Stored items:
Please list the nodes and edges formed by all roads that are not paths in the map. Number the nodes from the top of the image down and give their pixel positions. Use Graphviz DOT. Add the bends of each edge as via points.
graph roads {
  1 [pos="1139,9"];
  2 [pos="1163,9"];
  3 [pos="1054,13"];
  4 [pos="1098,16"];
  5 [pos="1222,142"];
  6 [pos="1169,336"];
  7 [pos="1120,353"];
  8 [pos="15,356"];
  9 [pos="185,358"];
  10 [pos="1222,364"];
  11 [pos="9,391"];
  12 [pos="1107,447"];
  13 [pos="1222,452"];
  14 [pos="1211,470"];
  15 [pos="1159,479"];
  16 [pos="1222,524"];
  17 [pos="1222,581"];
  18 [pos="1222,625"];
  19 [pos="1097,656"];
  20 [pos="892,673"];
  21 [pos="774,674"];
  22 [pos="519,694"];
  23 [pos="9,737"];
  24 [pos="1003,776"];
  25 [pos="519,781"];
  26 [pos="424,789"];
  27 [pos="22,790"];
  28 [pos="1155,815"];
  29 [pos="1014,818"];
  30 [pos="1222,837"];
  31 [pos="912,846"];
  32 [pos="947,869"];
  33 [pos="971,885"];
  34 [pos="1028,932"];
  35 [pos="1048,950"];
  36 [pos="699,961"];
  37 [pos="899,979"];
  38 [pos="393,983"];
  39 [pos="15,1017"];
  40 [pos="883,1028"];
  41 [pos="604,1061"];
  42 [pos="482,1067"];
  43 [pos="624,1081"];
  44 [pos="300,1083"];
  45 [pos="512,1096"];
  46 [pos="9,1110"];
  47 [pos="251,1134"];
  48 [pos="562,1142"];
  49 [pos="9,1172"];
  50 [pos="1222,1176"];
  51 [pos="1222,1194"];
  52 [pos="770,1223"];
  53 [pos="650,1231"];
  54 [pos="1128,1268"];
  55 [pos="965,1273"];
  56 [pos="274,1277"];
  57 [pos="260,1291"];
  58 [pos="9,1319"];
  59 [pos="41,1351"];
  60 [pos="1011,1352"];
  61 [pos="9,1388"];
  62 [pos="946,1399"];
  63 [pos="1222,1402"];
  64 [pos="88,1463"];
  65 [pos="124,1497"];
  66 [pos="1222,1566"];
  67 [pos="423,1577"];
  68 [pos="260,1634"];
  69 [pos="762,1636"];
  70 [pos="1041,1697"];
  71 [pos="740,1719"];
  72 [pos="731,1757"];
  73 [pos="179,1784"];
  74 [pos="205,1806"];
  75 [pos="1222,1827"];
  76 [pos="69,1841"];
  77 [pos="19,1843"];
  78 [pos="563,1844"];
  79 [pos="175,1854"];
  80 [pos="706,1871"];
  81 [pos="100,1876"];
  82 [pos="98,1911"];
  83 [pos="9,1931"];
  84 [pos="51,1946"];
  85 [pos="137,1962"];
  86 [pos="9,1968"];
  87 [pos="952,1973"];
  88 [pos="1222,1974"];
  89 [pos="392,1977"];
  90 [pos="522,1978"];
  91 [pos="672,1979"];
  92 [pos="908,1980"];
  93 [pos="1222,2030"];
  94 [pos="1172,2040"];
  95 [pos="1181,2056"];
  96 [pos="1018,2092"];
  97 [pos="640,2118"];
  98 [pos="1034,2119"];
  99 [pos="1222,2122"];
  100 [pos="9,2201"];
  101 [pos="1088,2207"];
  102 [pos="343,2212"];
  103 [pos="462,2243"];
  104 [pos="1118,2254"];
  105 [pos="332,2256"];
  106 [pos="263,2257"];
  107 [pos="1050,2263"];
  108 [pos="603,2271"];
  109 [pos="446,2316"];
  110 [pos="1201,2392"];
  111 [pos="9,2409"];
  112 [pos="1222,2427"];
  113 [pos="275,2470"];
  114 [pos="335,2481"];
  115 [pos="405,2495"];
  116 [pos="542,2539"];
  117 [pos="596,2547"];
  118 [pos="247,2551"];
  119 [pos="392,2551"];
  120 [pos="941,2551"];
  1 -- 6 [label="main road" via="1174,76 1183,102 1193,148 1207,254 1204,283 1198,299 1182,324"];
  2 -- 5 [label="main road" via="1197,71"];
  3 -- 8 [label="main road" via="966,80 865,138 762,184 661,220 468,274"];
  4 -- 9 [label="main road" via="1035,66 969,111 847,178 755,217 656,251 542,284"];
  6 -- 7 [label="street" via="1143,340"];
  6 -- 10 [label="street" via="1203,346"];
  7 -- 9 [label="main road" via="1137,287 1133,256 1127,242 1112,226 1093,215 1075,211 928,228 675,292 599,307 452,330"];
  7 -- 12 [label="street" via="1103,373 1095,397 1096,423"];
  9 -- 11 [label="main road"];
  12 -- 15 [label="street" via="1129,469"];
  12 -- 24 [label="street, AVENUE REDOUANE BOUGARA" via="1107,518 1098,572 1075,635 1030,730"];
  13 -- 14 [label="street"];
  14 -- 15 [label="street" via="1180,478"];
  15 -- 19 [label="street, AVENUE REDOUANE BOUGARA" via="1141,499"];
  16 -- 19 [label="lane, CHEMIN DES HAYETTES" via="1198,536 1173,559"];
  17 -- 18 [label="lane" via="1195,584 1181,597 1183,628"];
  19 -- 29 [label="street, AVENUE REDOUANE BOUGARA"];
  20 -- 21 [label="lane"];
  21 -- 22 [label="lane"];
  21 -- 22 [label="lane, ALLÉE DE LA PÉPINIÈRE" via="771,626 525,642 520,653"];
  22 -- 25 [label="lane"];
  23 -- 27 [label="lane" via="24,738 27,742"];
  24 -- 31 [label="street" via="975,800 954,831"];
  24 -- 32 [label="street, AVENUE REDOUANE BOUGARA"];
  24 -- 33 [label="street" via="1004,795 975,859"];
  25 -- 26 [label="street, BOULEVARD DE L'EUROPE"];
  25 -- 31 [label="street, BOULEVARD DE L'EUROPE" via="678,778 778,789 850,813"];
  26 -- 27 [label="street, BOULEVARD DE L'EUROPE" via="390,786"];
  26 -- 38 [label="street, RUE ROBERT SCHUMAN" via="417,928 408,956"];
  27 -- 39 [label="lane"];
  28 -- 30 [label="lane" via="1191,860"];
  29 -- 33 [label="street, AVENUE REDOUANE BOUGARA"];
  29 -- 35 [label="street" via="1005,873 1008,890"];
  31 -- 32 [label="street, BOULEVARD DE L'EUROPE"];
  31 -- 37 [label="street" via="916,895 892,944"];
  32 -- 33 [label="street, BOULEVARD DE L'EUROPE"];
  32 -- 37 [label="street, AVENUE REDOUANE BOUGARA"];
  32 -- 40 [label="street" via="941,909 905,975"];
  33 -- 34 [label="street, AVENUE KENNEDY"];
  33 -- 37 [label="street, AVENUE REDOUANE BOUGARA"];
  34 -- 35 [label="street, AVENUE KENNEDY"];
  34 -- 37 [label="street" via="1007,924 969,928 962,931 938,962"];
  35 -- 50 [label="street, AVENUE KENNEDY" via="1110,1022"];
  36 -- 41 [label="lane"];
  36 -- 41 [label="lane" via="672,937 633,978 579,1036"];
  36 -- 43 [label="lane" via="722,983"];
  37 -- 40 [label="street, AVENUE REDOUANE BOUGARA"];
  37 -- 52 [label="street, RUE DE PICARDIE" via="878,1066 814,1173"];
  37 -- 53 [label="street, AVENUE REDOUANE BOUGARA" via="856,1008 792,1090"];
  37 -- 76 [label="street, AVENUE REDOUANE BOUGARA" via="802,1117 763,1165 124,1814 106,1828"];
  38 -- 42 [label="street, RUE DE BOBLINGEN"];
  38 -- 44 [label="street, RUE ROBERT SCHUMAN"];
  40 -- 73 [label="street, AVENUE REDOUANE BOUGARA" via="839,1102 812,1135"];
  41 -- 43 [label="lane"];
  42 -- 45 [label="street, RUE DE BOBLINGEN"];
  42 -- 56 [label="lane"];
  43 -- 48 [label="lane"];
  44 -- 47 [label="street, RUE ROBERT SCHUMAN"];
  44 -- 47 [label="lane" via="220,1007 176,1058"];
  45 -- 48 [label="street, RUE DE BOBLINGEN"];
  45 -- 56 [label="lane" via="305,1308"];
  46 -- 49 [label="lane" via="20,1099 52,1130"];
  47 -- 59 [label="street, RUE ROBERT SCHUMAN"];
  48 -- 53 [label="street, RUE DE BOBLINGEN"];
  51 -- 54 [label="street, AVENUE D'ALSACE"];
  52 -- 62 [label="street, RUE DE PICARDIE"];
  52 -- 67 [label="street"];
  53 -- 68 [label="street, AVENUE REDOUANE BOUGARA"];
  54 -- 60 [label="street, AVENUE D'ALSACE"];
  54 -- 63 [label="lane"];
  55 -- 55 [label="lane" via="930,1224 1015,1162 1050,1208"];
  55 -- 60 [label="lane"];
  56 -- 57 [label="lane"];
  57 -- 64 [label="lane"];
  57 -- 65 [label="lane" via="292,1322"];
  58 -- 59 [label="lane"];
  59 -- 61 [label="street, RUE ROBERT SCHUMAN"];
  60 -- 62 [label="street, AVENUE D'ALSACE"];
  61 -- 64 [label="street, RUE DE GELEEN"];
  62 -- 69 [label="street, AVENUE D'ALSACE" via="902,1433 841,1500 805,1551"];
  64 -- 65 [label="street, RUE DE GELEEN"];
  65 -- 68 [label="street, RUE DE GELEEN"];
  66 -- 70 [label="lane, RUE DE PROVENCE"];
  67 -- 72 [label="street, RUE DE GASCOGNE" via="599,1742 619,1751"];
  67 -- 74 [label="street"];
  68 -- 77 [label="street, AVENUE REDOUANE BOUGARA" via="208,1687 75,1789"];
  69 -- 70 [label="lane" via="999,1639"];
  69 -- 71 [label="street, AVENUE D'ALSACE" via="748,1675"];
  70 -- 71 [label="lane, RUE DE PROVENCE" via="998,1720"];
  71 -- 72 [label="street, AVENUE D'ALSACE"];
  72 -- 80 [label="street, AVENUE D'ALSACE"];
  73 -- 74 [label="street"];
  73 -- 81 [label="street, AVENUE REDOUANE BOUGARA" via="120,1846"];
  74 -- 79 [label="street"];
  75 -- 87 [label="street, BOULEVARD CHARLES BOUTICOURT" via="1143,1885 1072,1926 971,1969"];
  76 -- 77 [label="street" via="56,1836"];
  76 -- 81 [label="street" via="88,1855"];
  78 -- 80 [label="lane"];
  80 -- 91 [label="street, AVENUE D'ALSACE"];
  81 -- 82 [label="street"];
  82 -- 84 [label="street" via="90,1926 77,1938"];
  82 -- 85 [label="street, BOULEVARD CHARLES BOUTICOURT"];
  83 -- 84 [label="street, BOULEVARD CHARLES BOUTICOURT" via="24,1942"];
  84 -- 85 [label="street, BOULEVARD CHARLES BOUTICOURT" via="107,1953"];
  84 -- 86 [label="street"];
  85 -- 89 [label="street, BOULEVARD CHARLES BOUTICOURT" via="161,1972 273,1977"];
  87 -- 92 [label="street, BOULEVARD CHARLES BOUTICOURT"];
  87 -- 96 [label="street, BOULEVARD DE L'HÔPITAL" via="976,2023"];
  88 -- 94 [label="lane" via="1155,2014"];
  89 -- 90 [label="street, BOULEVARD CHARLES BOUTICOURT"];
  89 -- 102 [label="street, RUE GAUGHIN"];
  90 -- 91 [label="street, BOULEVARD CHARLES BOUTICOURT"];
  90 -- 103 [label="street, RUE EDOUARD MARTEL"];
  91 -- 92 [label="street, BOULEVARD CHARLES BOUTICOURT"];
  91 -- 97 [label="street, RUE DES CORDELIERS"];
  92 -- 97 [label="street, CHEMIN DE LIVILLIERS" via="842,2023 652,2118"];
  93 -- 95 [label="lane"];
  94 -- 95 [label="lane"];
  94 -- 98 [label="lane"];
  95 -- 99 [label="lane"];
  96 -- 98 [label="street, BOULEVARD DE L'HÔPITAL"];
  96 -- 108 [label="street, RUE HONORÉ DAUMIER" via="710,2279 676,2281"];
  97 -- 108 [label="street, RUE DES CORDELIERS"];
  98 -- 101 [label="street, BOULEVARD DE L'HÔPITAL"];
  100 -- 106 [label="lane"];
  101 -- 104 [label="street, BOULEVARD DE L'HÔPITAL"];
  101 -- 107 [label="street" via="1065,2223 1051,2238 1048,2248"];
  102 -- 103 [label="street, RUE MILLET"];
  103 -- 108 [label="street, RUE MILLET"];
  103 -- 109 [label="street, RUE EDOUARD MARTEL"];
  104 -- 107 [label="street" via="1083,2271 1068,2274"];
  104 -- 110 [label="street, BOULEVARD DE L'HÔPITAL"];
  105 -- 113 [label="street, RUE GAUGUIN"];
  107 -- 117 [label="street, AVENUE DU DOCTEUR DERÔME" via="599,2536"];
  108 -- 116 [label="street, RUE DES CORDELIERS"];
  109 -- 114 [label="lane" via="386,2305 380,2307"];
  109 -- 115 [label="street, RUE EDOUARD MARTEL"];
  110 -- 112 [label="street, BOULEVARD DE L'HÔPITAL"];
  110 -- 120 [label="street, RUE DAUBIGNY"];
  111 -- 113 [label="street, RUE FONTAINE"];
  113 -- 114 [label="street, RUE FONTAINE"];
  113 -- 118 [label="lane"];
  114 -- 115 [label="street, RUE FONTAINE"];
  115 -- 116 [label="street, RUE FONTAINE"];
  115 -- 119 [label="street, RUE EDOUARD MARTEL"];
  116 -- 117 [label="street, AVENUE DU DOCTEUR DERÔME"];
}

What you are asked to do:
Which lines hold the word "EDOUARD"? Copy each of them from the records.

Exercise solution:
  90 -- 103 [label="street, RUE EDOUARD MARTEL"];
  103 -- 109 [label="street, RUE EDOUARD MARTEL"];
  109 -- 115 [label="street, RUE EDOUARD MARTEL"];
  115 -- 119 [label="street, RUE EDOUARD MARTEL"];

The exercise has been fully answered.